Health and social care delivery plan
Delivery plan to set out the framework and actions needed to ensure that our health and social care services are fit to meet requirements.
Appendix 1: What Will Be Different in a Transformed Health and Social Care System in Scotland?
What will be different for individuals
- People will be equal partners with their clinicians, working with them to arrive at decisions about their care that are right for them. They will be supported to reflect on and express their preferences, based on their own unique circumstances, expectations and values. This might mean less medical intervention, if simpler options would deliver the results that matter to them.
- People will be supported to have the confidence, knowledge, understanding and skills to live well, on their own terms, with whatever conditions they have. They will have access to greater support from a range of services beyond health, with a view to increasing their resilience and reinforcing their whole wellbeing.
- Health and social care professionals will work together to help older people and those with more complex needs receive the right support at the right time, and where possible, live well and independently by managing their conditions themselves.
- Hospitals will focus on the medical support that acute care can and should provide, and stays in hospital will be shorter. Individuals will benefit from more care being delivered in the community, and where possible, at home.

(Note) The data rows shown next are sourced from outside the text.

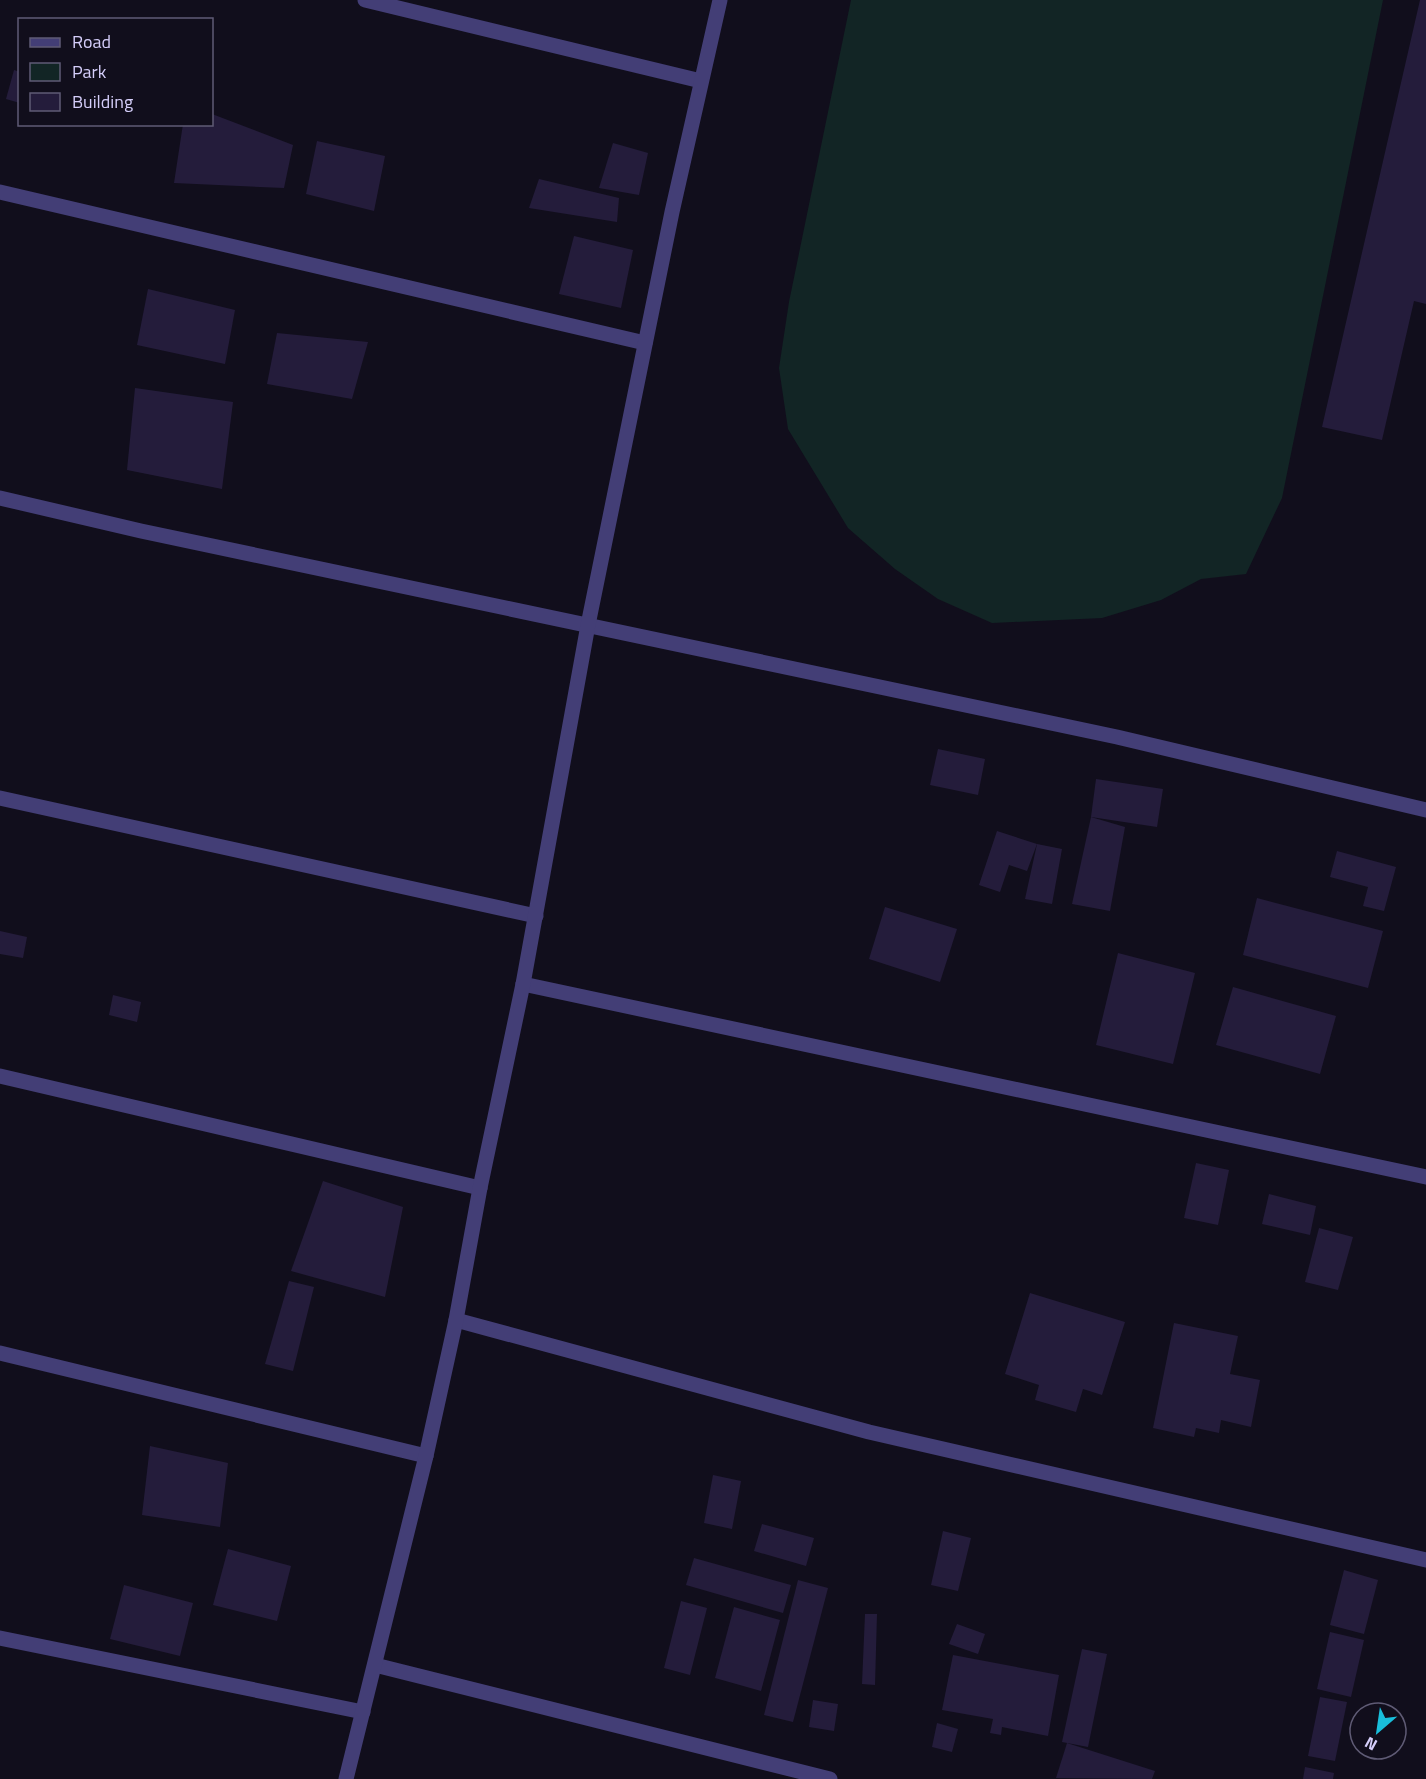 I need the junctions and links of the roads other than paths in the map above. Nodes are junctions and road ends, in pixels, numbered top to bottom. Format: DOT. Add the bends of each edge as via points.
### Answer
graph roads {
  1 [pos="365,0"];
  2 [pos="720,0"];
  3 [pos="417,6"];
  4 [pos="701,81"];
  5 [pos="0,192"];
  6 [pos="645,343"];
  7 [pos="0,498"];
  8 [pos="588,625"];
  9 [pos="0,798"];
  10 [pos="1426,810"];
  11 [pos="536,916"];
  12 [pos="523,984"];
  13 [pos="0,1076"];
  14 [pos="1426,1177"];
  15 [pos="480,1188"];
  16 [pos="456,1320"];
  17 [pos="0,1353"];
  18 [pos="426,1456"];
  19 [pos="1426,1560"];
  20 [pos="0,1638"];
  21 [pos="375,1665"];
  22 [pos="363,1712"];
  23 [pos="346,1779"];
  24 [pos="830,1779"];
  1 -- 3 [label="street"];
  2 -- 4 [label="street"];
  3 -- 4 [label="street"];
  4 -- 6 [label="street"];
  5 -- 6 [label="street"];
  6 -- 8 [label="street"];
  7 -- 8 [label="street"];
  8 -- 10 [label="street" via="1117,737"];
  8 -- 11 [label="street"];
  9 -- 11 [label="street"];
  11 -- 12 [label="street"];
  12 -- 14 [label="street"];
  12 -- 15 [label="street"];
  13 -- 15 [label="street"];
  15 -- 16 [label="street"];
  16 -- 18 [label="street"];
  16 -- 19 [label="street" via="869,1432"];
  17 -- 18 [label="street"];
  18 -- 21 [label="street"];
  20 -- 22 [label="street"];
  21 -- 22 [label="street"];
  21 -- 24 [label="street"];
  22 -- 23 [label="street"];
} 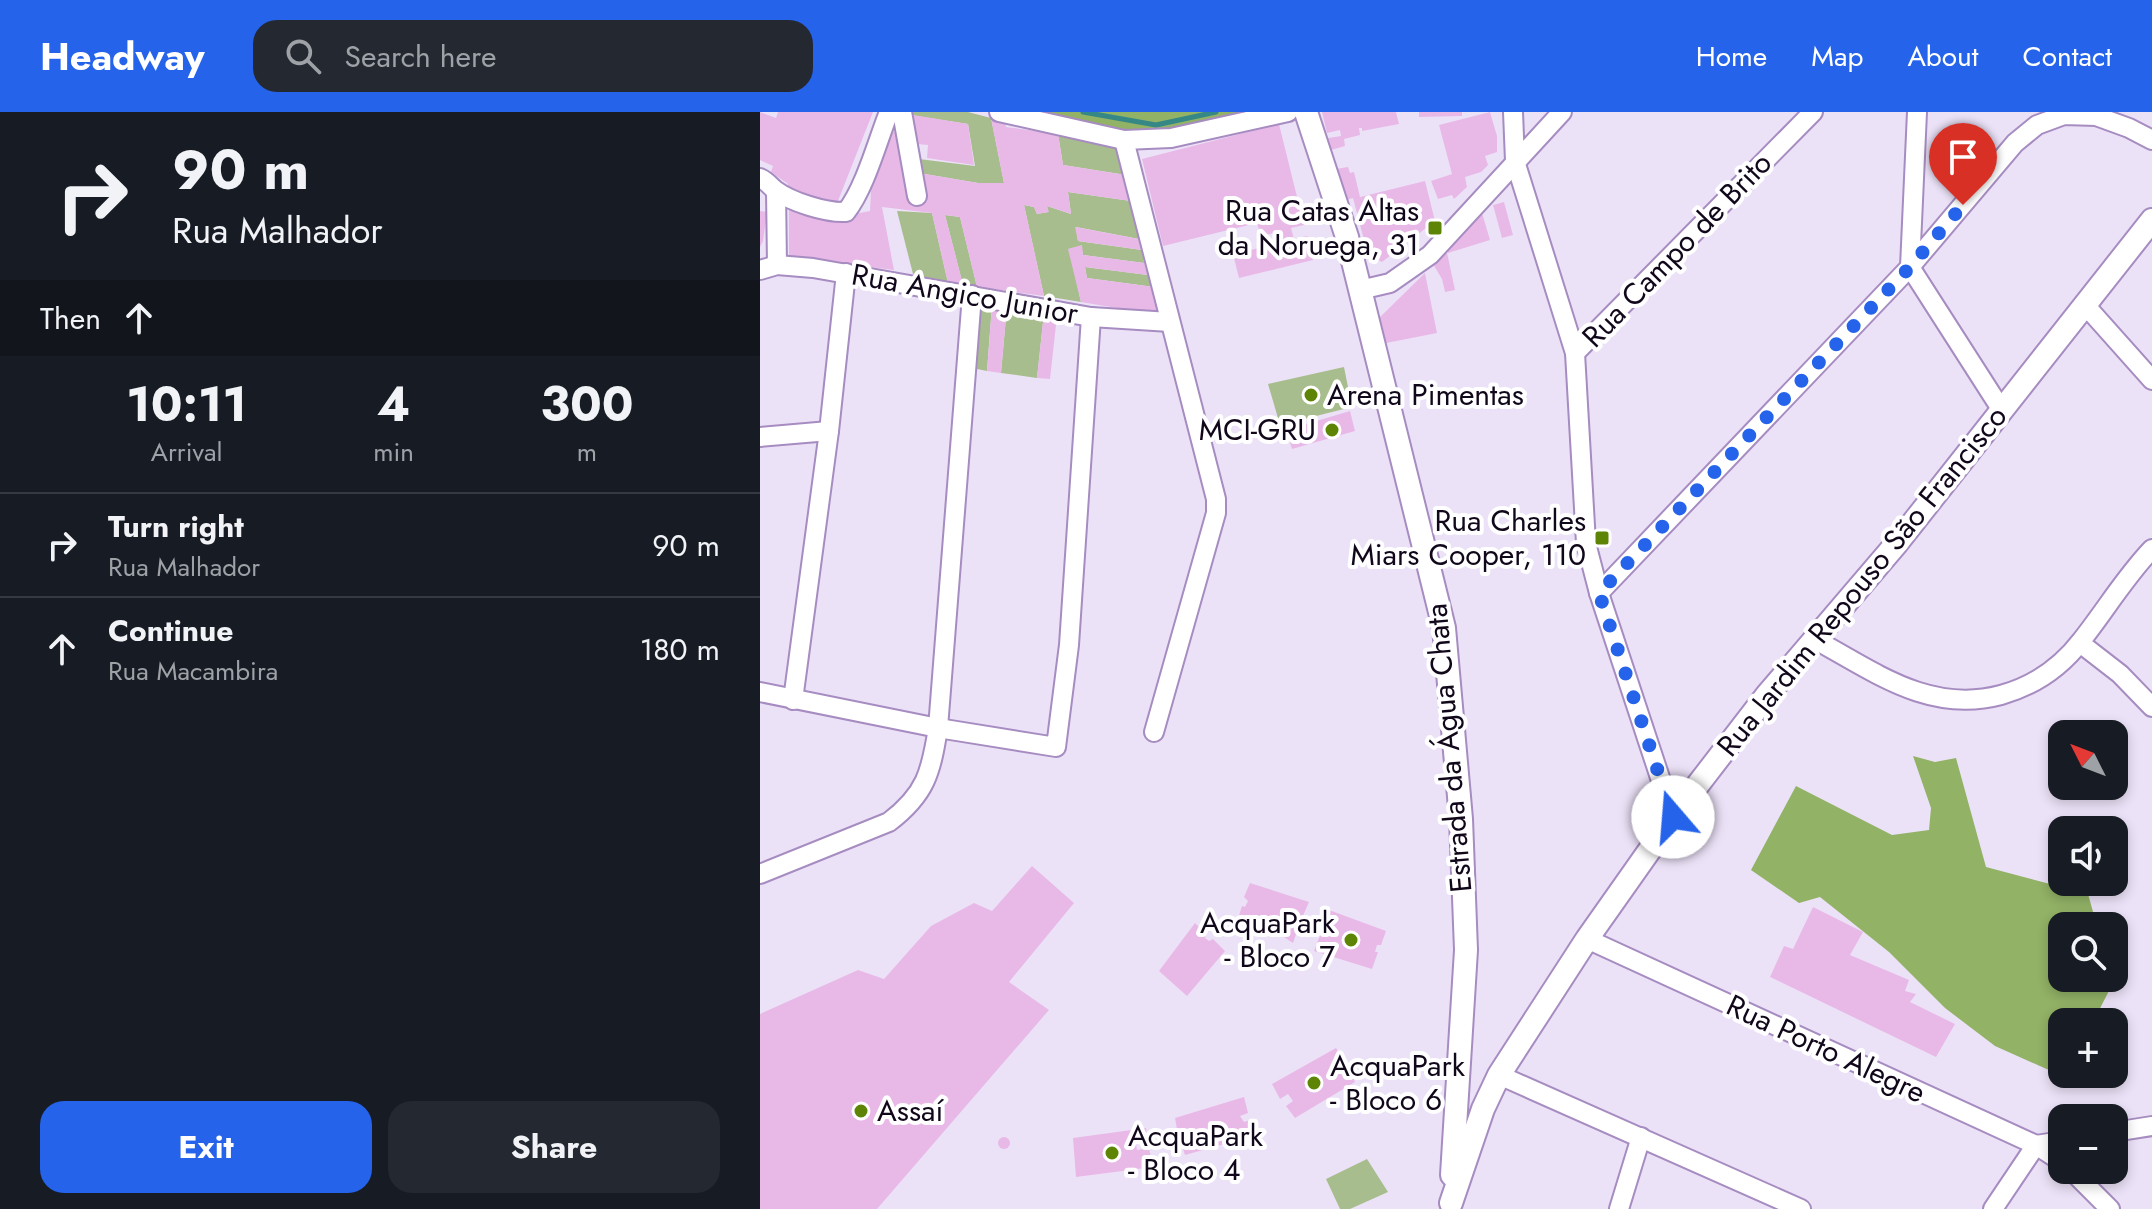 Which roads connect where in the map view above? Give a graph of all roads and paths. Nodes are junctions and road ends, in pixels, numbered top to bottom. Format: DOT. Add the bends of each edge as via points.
graph roads {
  1 [pos="889,112"];
  2 [pos="902,112"];
  3 [pos="999,112"];
  4 [pos="1288,112"];
  5 [pos="1306,112"];
  6 [pos="1513,112"];
  7 [pos="1562,112"];
  8 [pos="1813,112"];
  9 [pos="1917,112"];
  10 [pos="1124,140"];
  11 [pos="2152,140"];
  12 [pos="1515,161"];
  13 [pos="760,178"];
  14 [pos="776,191"];
  15 [pos="917,196"];
  16 [pos="2152,220"];
  17 [pos="769,267"];
  18 [pos="1910,267"];
  19 [pos="846,273"];
  20 [pos="1360,290"];
  21 [pos="972,295"];
  22 [pos="2086,306"];
  23 [pos="1091,317"];
  24 [pos="1170,322"];
  25 [pos="1575,353"];
  26 [pos="2152,380"];
  27 [pos="2001,409"];
  28 [pos="829,431"];
  29 [pos="760,437"];
  30 [pos="2152,549"];
  31 [pos="1599,593"];
  32 [pos="1814,639"];
  33 [pos="2080,643"];
  34 [pos="760,692"];
  35 [pos="793,700"];
  36 [pos="2152,707"];
  37 [pos="938,728"];
  38 [pos="1154,732"];
  39 [pos="1673,817"];
  40 [pos="760,874"];
  41 [pos="1587,939"];
  42 [pos="1499,1075"];
  43 [pos="2152,1126"];
  44 [pos="2128,1130"];
  45 [pos="1641,1137"];
  46 [pos="2048,1143"];
  47 [pos="2036,1145"];
  48 [pos="2048,1153"];
  49 [pos="2085,1184"];
  50 [pos="1450,1206"];
  51 [pos="1619,1209"];
  52 [pos="1801,1209"];
  53 [pos="1993,1209"];
  54 [pos="2110,1209"];
  1 -- 14 [label="street" via="859,195 846,212 816,208"];
  2 -- 15 [label="street"];
  3 -- 10 [label="street"];
  4 -- 10 [label="street" via="1184,136"];
  5 -- 20 [label="street, Estrada da Água Chata"];
  6 -- 12 [label="street"];
  7 -- 12 [label="street"];
  8 -- 25 [label="street, Rua Campo de Brito"];
  9 -- 18 [label="street"];
  10 -- 24 [label="street"];
  11 -- 18 [label="street" via="2096,116 2064,115 2037,125 2015,143"];
  12 -- 20 [label="street" via="1430,255 1390,283"];
  12 -- 25 [label="street"];
  13 -- 14 [label="street"];
  14 -- 17 [label="street"];
  16 -- 22 [label="street, Rua Jardim Repouso São Francisco"];
  17 -- 19 [label="street, Rua Angico Junior"];
  18 -- 27 [label="street"];
  18 -- 31 [label="street"];
  19 -- 21 [label="street, Rua Angico Junior"];
  19 -- 28 [label="street"];
  20 -- 50 [label="street, Estrada da Água Chata" via="1444,628 1466,950"];
  21 -- 23 [label="street, Rua Angico Junior"];
  21 -- 37 [label="street"];
  22 -- 26 [label="street"];
  22 -- 27 [label="street, Rua Jardim Repouso São Francisco"];
  23 -- 24 [label="street, Rua Angico Junior"];
  23 -- 37 [label="street" via="1069,645 1056,747"];
  24 -- 38 [label="street" via="1216,513"];
  25 -- 31 [label="street" via="1586,543"];
  27 -- 32 [label="street, Rua Jardim Repouso São Francisco"];
  28 -- 29 [label="street"];
  28 -- 35 [label="street"];
  30 -- 33 [label="street"];
  31 -- 39 [label="street"];
  32 -- 33 [label="street" via="1897,685 1957,701 2016,691 2047,674"];
  32 -- 39 [label="street, Rua Jardim Repouso São Francisco"];
  33 -- 36 [label="street"];
  34 -- 35 [label="street"];
  35 -- 37 [label="street"];
  37 -- 40 [label="street" via="931,770 906,809 889,822"];
  39 -- 41 [label="street, Rua Jardim Repouso São Francisco"];
  41 -- 42 [label="street, Rua Jardim Repouso São Francisco"];
  41 -- 47 [label="street, Rua Porto Alegre"];
  42 -- 45 [label="street"];
  42 -- 50 [label="street, Rua Jardim Repouso São Francisco"];
  43 -- 44 [label="street"];
  45 -- 51 [label="street"];
  45 -- 52 [label="street"];
  46 -- 47 [label="street"];
  47 -- 48 [label="street, Rua Porto Alegre"];
  47 -- 53 [label="street"];
  49 -- 54 [label="street"];
} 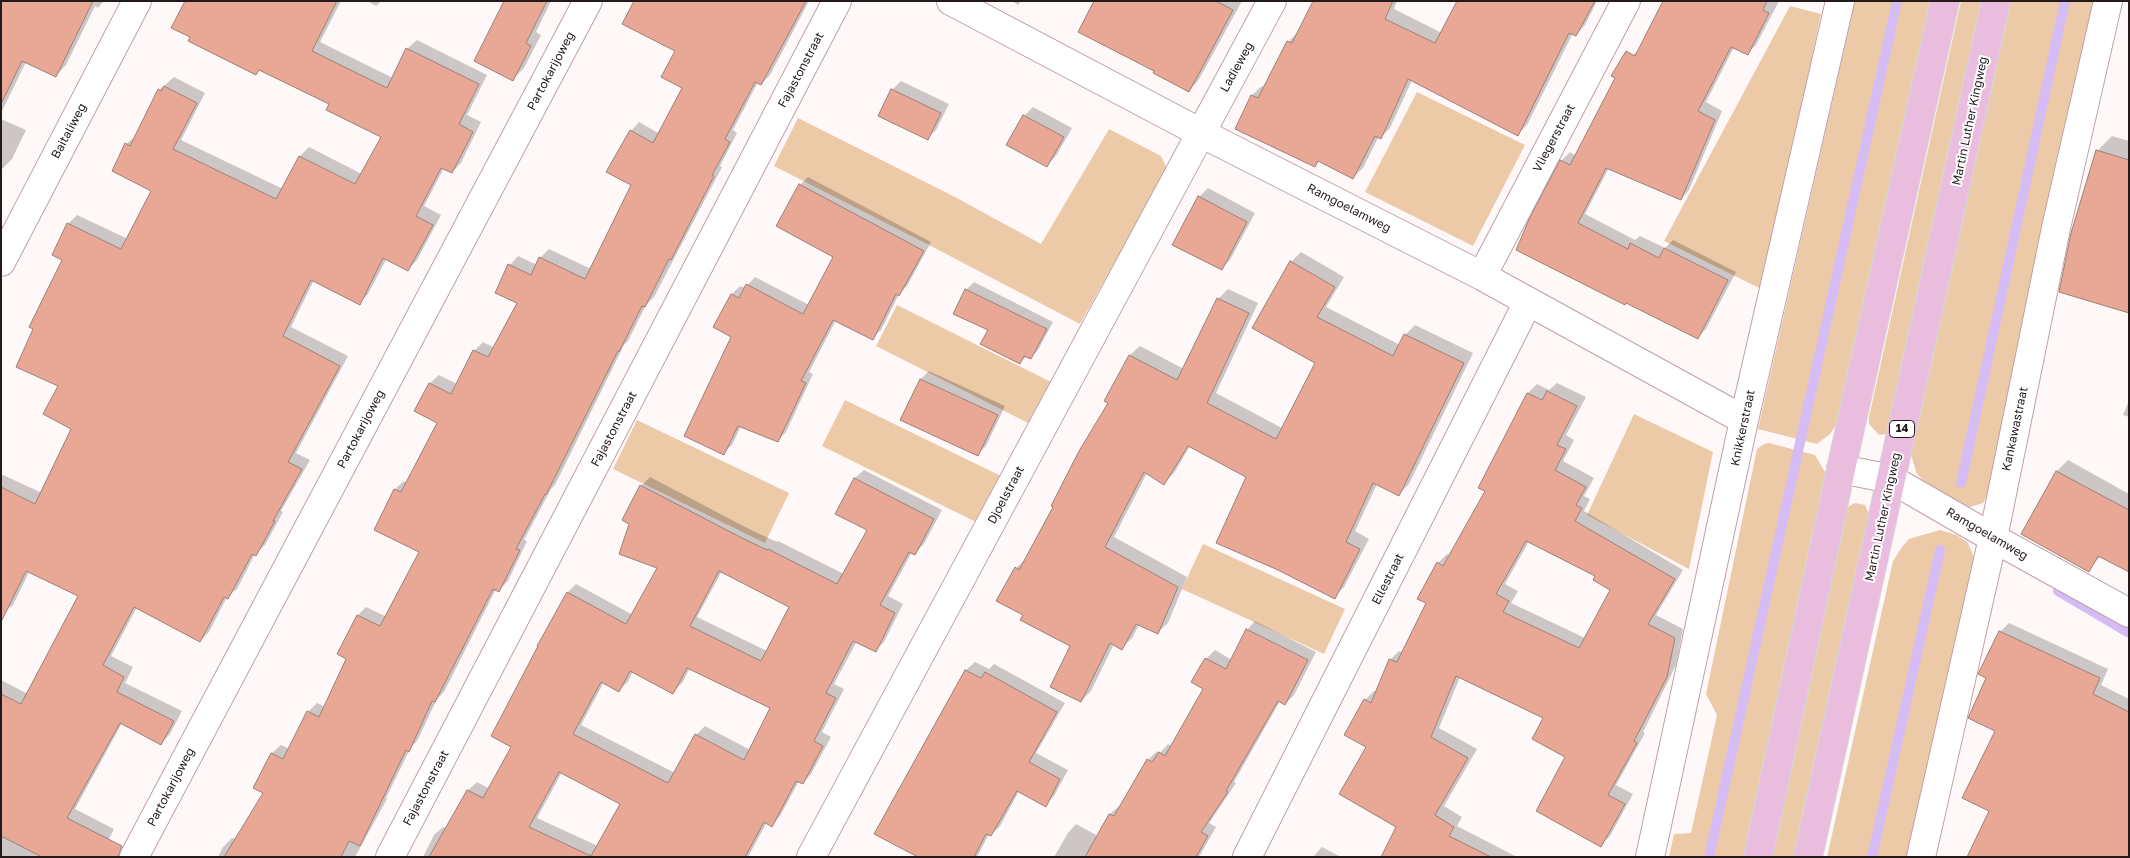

- Everyone will have online access to a summary of their Electronic Patient Record and digital technology will underpin and transform the delivery of services across the health and social care system.
- Children, young people and their families will benefit from services across the public sector - including health, education, social care and other services - working together to support prevention and early intervention of any emerging health issues.
- The diet and health of children from the earliest years will improve from coordinated and comprehensive nutritional support for children and families.
- There will be a significant reduction in the harmful impact on health of alcohol, tobacco and obesity, and our approach to oral health will be founded on prevention.
- People will have access to more and more effective services across the health system to support mental health, including the specialist services for children and young people. Mental health will be considered as important as physical health.
- People will lead more active, and as a result, healthier lifestyles.
- People will receive more sensitive, end of life support that will aim to support them in the setting that they wish. All those who need hospice, palliative or end of life care will receive it and benefit from individual care and support plans. Fewer people will die in hospitals.
What will be different for communities
- Most care will be provided locally through an expanded Community Health Service, avoiding the need to go into hospital.
- People will benefit from local practices and other community care with a wider range of available support. Practices will typically consist of complementary teams of professionals, bringing together clusters of health support and expertise. Communities will have access to quicker and joined-up treatment - this might be the GP, but supported by a team including highly-trained nurses, physiotherapists, pharmacists, mental health workers and social workers. GPs will take on a greater leadership role.
- Local practices will be able to provide more information and secure better advice for people locally without the need to attend hospitals to get specialist consultancy advice. That advice will be increasingly delivered locally.
- Families will receive more integrated and extended primary and community care for their children. There will be more home visits from health care professionals, including three child health reviews, and teenage mothers will receive more intensive and dedicated maternal support.
What will be different regionally
- Some clinical services will be planned and delivered on a regional basis so that specialist expertise can deliver better outcomes for individuals, services can be provided quicker and stays will be shorter. This will ensure that the services provided to people are high quality and the expertise remains as effective as possible.
- More centres will be provided to help NHS Scotland handle the growing demand for planned surgery, particularly from an ageing population. Such centres will allow medical professionals to become extremely skilled and have facilities to the highest standards. This will take pressure off other hospitals so there are fewer delays when urgent or emergency care is needed.
What will be different nationally
- There will be a national set of health priorities giving clear, consistent direction for how to improve public health across the whole of Scotland and a single national body to drive the priorities.
- Services and functions of the health service which can be delivered more efficiently at national level will be done on a 'Once for Scotland' basis.